For years,
the city has searched for something – anything, really – that ESPN could do for
the community aside from growing and growing and growing.
Now nobody’s
complaining about all that growth. It’s helped keep the city coffers full and
done all sorts of wonderful things to bring fame and glory to this little New
England gem.
But
officials have long hoped the sports colossus would offer some spillover that
would attract tourists to town – from a little exhibit of sports stuff
downtown, which is plausible, to an ESPN Zone, which never was.
It turns
out, though, that ESPN itself has created the opportunity the city has longed
for: A Fan Hall of Fame.
Today's Bristol Press front page. |
Don’t
snicker.
There’s real
promise in this.
Listen to
what Aaron Taylor, ESPN’s top marketing guy had to say during the second
induction ceremony of particularly outrageous fans at the company’s Bristol
campus.
After
correctly pointing out that ESPN is “the world’s biggest sports fan,” he said
that it figured out there was “a glaring deficiency in the sports landscape”

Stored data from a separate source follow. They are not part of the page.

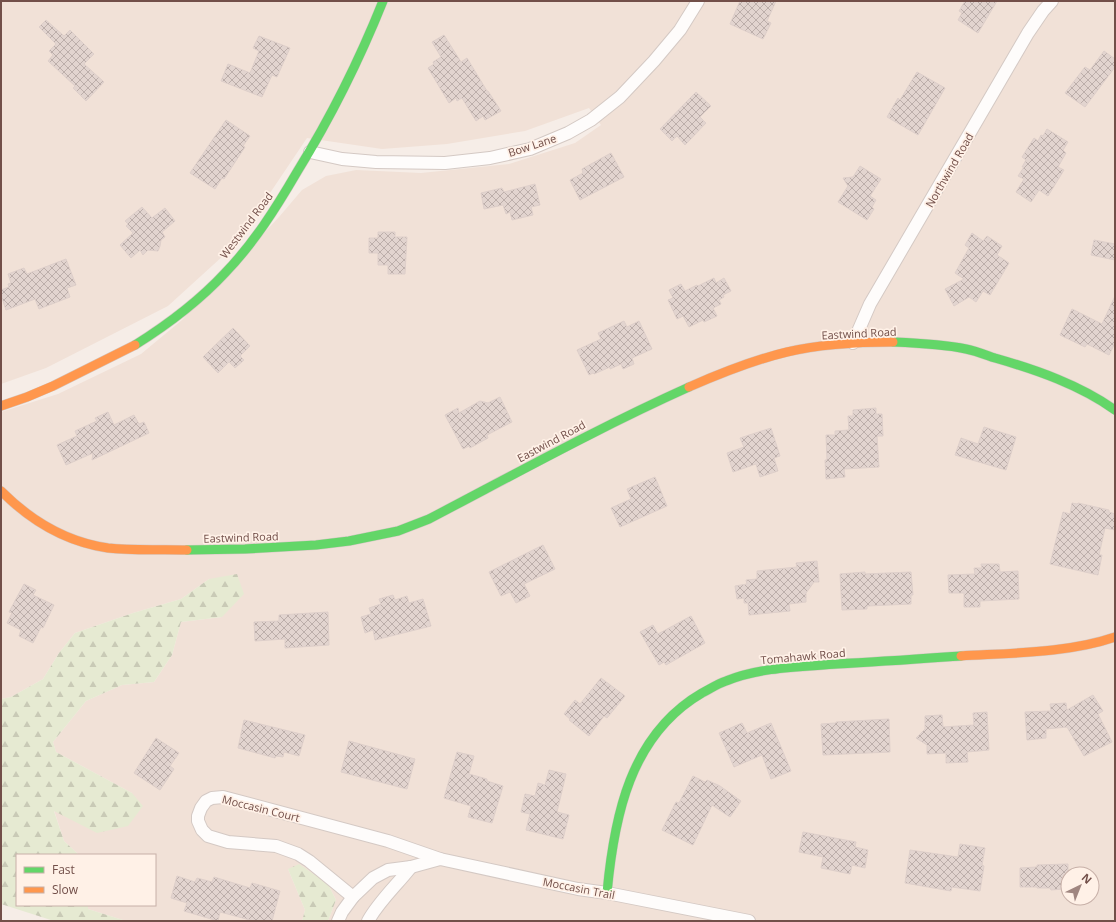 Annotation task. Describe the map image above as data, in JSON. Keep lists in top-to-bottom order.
{
  "streets": {
    "street": [
      "Bow Lane",
      "Northwind Road",
      "Westwind Road",
      "Eastwind Road",
      "Tomahawk Road",
      "Moccasin Court",
      "Moccasin Trail"
    ]
  },
  "crossings": [
    ["Bow Lane", "Westwind Road"],
    ["Northwind Road", "Eastwind Road"],
    ["Tomahawk Road", "Moccasin Trail"],
    ["Moccasin Court", "Moccasin Trail"]
  ],
  "legend": ["Fast", "Slow"],
  "north": "top right"
} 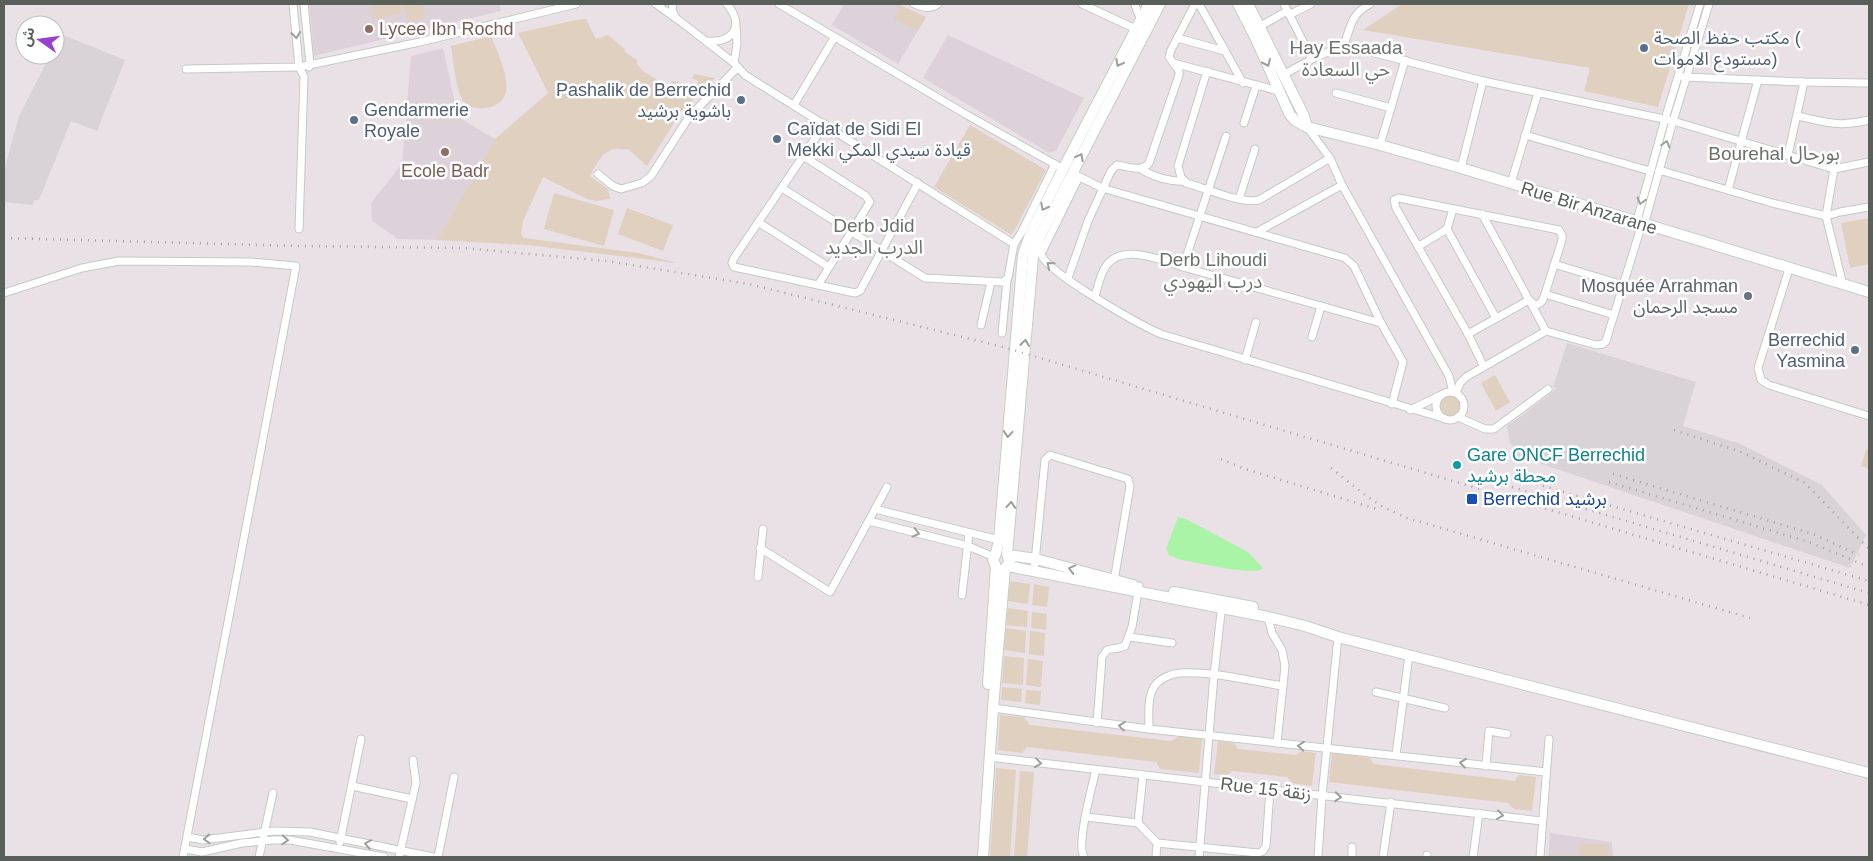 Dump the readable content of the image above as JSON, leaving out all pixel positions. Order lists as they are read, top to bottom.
{
  "streets": {
    "street": ["Rue Bir Anzarane", "Rue 15 زنقة"]
  },
  "districts": [
    "Hay Essaada حي السعادة",
    "Bourehal بورحال",
    "Derb Jdid الدرب الجديد",
    "Derb Lihoudi درب اليهودي"
  ],
  "places": {
    "other": [
      "Lycee Ibn Rochd",
      "مكتب حفظ الصحة ( مستودع الاموات)",
      "Pashalik de Berrechid باشوية برشيد",
      "Gendarmerie Royale",
      "Caïdat de Sidi El Mekki قيادة سيدي المكي",
      "Ecole Badr",
      "Mosquée Arrahman مسجد الرحمان",
      "Berrechid Yasmina",
      "Gare ONCF Berrechid محطة برشيد"
    ],
    "transit": ["Berrechid برشيد"]
  },
  "north": "left"
}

that included halls of fame for every from baseball to boxing. Almost every
sport has a hall of fame somewhere attracting people to come gawk at the
memories enshrined within.
But there
was no hall of fame for fans themselves.
As “The
Georgia Joker,” Pierce Wallace, said in his acceptance speech, fans are “kind
of half the game” and without them, there’s not much to sports. ESPN, of
course, caters very much to those fans. They are its lifeblood.
Taylor said
the hall of fame ESPN created in 2012 – which has inducted two small groups of
fans so far – is an initiative the company will sustain over time.
Public
approval for it, including hundreds of thousands of online votes, “has
reinforced our belief in its long-term potential.”
“We want
this to be an institution,” said Ben Shields, the ESPN marketing guy who led
the team that created and pushed for the new hall of fame.
“It’s
something we intend to do every single year,” Shields said.
That sounds
pretty promising, doesn’t it?
But what is
the hall of fame itself? Just a few vintage stadium chairs bolted down beside a
sidewalk on the ESPN green in the middle of its increasingly college-like
campus. Tiny signs indicate the names of those inducted in 2012 and 2014.
Forgive me,
ESPN, but that ain’t a hall of fame.
Nobody can
even see it unless they’re lucky enough to find some excuse to get escorted
onto the campus, something that even most people in Bristol have never had the
chance to do.
A hall of
fame doesn’t have to be as awe-inspiring as Cooperstown or Canton. It doesn’t
have to include a giant basketball like the storied museum in Springfield.
But it has
to include a building, a place where people can come and see who’s been
inducted and why.
And a real Fan
Hall of Fame offers so much to both Bristol and ESPN that it’s seems like a can’t-miss
opportunity.
Imagine
people driving past ESPN on Route 229, gawking at its satellite dishes and
wishing they could catch a glimpse of Stuart Scott or Hannah Storm, and then
continuing on to a new Fan Hall of Fame.
Inside they
could see videos of the inductees in all their glory as well as walls of
pictures of other fans, maybe divided up by teams or sports or colors,
whatever.
Have a
computer where people could look up a previously filed fan profile of himself and
then call up their pictures on a giant monitor lined with ESPN logos or
something so they can picture themselves in the hall of fame.
Have some
monitors showing highlights of fans over the years, from the idiotic to the
tragic moments, and some showcases with their pig noses or green hair or bald
heads or whatever. The country’s chock full of the appropriate flotsam. And
ESPN itself has plenty.
Carol
Wallace, the mother of the Georgia Joker, told Taylor ESPN ought to consider
putting up a real hall of fame.
And you know
what? She’s right.
Right here
on the border of Red Sox Nation, where the New York Giants and the New England
Patriots fans begin to meld together, at the very place where every game in
every land seems to pour in to ESPN’s vast headquarters to be sliced, diced,
analyzed and highlighted.
This is the
place where fans should be honored.
Let’s build this
Fan Hall of Fame. It would spur tourism and bring more glory to Bristol’s
biggest employer and taxpayer.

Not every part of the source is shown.